DIMRC researches AI deep learning technologies to assist the curation of online information resources. This research supports the NLM Strategic Plan Goal 1: Accelerate discovery and advance health by providing the tools for data-driven research.


Disaster Information Curation

Figure 1: Monitoring disaster information 
Figure 1: Monitoring disaster information (click for larger image)


Maintaining up-to-date collections of high-quality, highly-relevant and timely content published on the Web by authoritative sources is labor intensive. This is particularly challenging in the context of disaster health, where information timeliness is of essence. New content is usually announced via social media and other communications channels. In order to find new content, information specialists scan a large number of sources, including a curated list of hundreds of selected content providers on Twitter, RSS feeds and more.


Figure 2: DisasterLit curation process 
Figure 2: DisasterLit curation process (click for larger image)


Machine Learning Approach

We are using an artificial intelligence approach based on Bidirectional Encoder Representations from Transformers (BERT) to automatically detect Twitter posts promoting new content of interest. The model uses a pre-trained deep learning network of over 340 million parameters fine-tuned on our data. One advantage of this state-of-the-art approach is that the model does not require a large number of examples to learn the desired behavior.

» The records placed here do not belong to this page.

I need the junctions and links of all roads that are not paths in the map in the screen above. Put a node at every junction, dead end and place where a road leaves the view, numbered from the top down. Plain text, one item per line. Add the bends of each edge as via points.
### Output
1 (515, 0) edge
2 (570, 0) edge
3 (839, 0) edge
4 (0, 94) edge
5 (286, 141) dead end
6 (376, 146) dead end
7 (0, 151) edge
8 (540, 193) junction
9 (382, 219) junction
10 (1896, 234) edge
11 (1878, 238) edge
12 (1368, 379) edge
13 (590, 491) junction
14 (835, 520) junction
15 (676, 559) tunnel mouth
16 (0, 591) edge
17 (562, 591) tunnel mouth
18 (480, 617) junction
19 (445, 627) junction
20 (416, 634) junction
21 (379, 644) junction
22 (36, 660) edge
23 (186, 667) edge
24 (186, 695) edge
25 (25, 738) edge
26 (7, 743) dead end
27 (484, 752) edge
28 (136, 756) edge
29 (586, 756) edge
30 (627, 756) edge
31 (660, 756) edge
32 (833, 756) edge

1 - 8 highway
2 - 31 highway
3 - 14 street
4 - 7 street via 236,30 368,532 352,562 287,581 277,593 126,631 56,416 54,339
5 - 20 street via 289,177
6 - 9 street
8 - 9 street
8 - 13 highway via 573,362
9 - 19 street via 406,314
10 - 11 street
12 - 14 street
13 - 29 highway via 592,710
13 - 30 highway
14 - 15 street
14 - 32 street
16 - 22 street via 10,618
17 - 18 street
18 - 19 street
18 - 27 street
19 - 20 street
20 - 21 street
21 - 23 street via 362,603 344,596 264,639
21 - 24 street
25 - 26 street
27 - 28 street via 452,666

Figure 3: BERT-based document classifier 
Figure 3: BERT-based document classifier (click for larger image)


DisasterTweet Miner

A tool being developed, DisasterTweet Miner (DTM), is reducing the time and effort required to find new promising document leads in social media.


Figure 4: DisasterTweet Miner user interface 
Figure 4: DisasterTweet Miner user interface (click for larger image)


The posts are shown in descending order of relevance, which in this case we define as the probability that a post links to relevant content (i.e., the post is a “good lead”). The Information specialist can set a probability threshold to automatically discard posts that are not relevant enough. The tool also automatically discards posts that don’t comply with certain key conditions. DTM also has features that enable collecting examples for further fine-tuning the machine learning model.